Later, when Sarah returns home, Ted Rankin (Tom Dugan), their history teacher who has been dating Sarah's mother, Rosemary, is revealed to also be involved in the murders; it is implied that Charlie may have been his illegitimate son, but this is never confirmed because, after attacking Sarah's mother and overpowering Sarah, he leaves town and cannot be located.

A month later, Sarah is settling into the town and her place at school. She is dating Eric and seems to be adjusting, normally. As she waits for Eric to meet her, Sarah visits the grave of Sarah Lancaster, and while clearing it free of leaves and debris, her voiceover states that Sarah Lancaster had indeed returned, but that some methods were better than others for dealing with revenge and that the townspeople had been relaying the curse incorrectly all these years; she repeats it while kneeling over Sarah Lancaster's grave:

"6 descendants in a row,

Generations yet to know.

Powers cast their fiery glow,

secrets only witches know."

And then states, quietly, with a mysterious smile. "Two down... 4 to go."

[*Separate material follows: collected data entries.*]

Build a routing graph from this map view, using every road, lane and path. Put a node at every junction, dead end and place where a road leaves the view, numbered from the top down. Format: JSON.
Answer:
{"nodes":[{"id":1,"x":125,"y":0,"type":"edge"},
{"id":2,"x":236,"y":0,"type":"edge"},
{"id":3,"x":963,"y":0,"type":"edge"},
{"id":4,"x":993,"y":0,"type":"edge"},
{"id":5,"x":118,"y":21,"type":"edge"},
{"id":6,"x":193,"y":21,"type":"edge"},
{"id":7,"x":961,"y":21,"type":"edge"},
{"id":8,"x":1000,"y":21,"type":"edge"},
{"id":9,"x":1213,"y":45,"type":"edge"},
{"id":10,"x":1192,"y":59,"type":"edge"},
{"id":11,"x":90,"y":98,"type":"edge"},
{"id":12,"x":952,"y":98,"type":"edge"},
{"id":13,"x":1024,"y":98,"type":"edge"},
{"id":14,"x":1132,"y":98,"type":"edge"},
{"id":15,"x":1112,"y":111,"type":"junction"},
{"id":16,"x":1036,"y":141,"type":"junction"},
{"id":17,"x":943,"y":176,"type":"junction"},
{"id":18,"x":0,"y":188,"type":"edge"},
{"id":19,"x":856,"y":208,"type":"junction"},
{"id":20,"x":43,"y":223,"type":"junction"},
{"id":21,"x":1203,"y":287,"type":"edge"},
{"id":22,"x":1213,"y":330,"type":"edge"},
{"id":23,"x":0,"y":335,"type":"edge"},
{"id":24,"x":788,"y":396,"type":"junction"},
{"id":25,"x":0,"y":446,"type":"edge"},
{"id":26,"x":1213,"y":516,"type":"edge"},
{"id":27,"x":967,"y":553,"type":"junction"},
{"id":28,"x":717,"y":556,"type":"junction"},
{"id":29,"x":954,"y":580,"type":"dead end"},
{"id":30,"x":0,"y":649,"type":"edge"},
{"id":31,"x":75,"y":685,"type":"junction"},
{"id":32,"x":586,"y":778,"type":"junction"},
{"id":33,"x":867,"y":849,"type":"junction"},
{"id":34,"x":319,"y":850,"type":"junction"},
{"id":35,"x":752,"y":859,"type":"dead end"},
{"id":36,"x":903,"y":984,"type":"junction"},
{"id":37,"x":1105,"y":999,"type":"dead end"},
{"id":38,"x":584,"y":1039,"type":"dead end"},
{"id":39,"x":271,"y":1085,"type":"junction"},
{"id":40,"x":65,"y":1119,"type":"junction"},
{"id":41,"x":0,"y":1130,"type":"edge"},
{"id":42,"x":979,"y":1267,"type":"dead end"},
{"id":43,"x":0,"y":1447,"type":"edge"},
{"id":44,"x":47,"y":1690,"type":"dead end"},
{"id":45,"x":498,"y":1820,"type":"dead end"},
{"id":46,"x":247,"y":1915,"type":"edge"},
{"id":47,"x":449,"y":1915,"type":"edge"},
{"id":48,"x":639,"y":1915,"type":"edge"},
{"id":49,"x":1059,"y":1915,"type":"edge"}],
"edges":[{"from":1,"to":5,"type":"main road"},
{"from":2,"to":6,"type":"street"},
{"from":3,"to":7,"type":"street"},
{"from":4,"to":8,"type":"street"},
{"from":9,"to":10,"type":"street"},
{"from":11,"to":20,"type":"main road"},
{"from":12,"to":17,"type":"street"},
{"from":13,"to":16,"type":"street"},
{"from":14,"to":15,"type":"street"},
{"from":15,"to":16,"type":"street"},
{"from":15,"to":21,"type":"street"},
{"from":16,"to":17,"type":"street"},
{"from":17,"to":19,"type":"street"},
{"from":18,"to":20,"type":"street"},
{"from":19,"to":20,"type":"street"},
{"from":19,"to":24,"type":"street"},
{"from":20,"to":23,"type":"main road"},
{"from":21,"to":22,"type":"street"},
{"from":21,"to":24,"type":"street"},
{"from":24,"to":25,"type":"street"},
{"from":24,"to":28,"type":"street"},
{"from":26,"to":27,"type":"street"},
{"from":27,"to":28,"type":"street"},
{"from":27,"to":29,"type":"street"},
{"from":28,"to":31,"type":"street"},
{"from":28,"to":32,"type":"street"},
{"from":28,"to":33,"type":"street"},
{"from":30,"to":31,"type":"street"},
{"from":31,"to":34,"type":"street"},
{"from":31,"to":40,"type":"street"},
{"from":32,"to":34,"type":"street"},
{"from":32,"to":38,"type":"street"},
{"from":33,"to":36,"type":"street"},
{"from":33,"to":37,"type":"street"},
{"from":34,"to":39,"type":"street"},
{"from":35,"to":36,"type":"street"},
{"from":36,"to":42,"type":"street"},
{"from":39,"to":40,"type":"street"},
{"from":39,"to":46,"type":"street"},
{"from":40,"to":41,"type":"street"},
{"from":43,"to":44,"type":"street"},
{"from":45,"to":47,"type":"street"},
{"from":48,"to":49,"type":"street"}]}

Eric arrives and, while hugging him, she whispers in his ear, "I've been waiting for you...."

==Cast==
- Sarah Chalke as Sarah Zoltanne
- Soleil Moon Frye as Kyra Thompson
- Ben Foster as Charlie Gorman
- Christian Campbell as Eric Garrett
- Maggie Lawson as Debbie Murdock
- Chad Cox as Kevin Lane
- Tom Dugan as Ted Rankin
- Julie Patzwald as Misty
- Markie Post as Rosemary Zoltanne

==Reception==
The film was released in a time where teen horror films were very successful. However, reception was largely negative, with reviewers particularly criticizing its similarity to other teen slashers, including Scream (1996), The Craft (1996), and I Know What You Did Last Summer (1997).